Modern smile aesthetic avoids black corridors, looking for a moderate exposure of the upper jaw attached gingiva, suggestive of a young person with good development of the dental arches and jaws [21,22].
Lips well supported by the dental arches are representative of a young person and this aspect is associated with large sized teeth, it is indicative of an excellent chromosomal asset. In order to obtain an optimal facial beauty in line with the new models of aesthetics, new osteo-distractive maxillofacial surgical techniques aimed at increasing jaw and dental arches size have been developed.
Therefore, in light of above our research group developed original techniques to obtain transverse increase and antero-posterior repositioning of the jaws in one surgical stage.
For the mandible, innovative surgery techniques have been developed such as mandibular distraction with advancement and rotation of the occlusal plane using 3-D intraoral distractors and chin surgery extended to the entire lower border [23,24,25]. In this technique, a complete reshaping of the lower third of the face was achieved by a sandwich osteotomy with interposition of autologous bone graft from the iliac crest.

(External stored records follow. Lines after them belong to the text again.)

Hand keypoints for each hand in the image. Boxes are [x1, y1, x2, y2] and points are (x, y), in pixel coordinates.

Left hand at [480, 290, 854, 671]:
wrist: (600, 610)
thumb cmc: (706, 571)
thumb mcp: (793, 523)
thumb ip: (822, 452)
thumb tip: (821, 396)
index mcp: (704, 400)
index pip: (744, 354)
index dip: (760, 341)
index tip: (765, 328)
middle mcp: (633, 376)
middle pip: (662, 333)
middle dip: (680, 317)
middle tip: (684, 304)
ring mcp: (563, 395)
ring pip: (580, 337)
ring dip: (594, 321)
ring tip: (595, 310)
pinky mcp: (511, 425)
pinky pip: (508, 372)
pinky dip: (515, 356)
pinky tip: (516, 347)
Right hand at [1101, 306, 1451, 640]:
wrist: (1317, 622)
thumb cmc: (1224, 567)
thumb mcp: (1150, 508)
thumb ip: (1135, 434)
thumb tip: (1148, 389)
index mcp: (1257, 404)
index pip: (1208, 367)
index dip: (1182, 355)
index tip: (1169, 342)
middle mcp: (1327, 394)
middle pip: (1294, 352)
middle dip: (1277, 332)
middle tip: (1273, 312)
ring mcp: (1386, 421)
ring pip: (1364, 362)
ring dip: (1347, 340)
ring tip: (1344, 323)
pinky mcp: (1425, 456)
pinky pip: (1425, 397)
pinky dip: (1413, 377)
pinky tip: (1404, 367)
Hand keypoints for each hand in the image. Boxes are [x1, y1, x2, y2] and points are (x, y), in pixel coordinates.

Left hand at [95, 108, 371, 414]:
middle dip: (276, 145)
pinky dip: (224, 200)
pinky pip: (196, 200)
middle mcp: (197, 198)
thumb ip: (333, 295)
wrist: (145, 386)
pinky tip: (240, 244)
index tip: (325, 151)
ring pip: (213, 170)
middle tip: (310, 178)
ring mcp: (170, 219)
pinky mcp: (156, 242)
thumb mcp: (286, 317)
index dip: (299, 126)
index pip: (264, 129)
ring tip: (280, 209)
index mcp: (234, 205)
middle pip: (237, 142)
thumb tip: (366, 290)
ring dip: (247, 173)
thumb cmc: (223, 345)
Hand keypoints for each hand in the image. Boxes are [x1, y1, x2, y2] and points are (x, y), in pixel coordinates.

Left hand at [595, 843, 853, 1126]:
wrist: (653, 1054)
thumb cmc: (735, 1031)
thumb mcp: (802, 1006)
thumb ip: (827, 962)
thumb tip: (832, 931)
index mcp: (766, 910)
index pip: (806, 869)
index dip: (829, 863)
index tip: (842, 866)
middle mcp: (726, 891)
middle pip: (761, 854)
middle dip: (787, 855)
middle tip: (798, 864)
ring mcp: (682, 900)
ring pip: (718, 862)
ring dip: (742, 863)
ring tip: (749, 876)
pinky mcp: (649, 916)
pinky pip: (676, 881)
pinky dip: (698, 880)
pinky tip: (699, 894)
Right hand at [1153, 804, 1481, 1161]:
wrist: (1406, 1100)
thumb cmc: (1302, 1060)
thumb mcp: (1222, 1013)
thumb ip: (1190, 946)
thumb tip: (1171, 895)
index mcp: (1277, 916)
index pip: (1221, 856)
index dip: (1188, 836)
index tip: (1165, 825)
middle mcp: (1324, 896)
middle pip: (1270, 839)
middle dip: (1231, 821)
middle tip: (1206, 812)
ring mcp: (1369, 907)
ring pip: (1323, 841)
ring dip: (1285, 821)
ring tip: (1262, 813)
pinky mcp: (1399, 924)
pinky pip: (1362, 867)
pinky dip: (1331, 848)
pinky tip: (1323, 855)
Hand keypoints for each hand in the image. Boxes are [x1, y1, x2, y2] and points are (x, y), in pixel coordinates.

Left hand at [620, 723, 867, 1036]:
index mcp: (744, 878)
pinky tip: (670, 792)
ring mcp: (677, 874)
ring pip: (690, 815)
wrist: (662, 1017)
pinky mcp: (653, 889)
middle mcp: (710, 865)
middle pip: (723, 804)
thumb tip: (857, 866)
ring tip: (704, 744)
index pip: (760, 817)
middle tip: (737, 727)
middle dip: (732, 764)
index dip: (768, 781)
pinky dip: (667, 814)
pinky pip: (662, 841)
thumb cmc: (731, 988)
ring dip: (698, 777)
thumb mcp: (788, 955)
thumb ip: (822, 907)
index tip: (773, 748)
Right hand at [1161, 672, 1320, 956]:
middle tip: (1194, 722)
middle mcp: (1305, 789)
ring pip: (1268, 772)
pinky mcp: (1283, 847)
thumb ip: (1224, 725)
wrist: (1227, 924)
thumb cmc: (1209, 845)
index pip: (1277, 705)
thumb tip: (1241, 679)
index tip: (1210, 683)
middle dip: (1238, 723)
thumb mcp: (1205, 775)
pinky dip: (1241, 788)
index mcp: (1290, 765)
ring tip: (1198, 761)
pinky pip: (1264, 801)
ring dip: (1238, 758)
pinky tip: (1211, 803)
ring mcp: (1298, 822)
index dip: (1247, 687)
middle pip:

In order to scientifically validate the aesthetic and functional results, our research group submitted pre-operative, immediate post-operative and 2-years post-operative pictures to a group of 20 students to get feedback of the aesthetic results on a five-point scale.
Ultimate goal of Maxillofacial surgery should be to achieve the best results both for aesthetic and functional aspects; in this way patients will attain full satisfactory results, thereby accepting their new aesthetic of the face and subconscious new identity repealing their previous shape face identity.
Adapting these new surgical procedures the new aesthetic of the face will lead to a very natural final result making harmonious what was not and thus mimicking optimal gene expression.
Because surgical mandibular advancement is strictly associated to TMJ dysfunction and condylar resorption, surgical planning has to properly manage these risks.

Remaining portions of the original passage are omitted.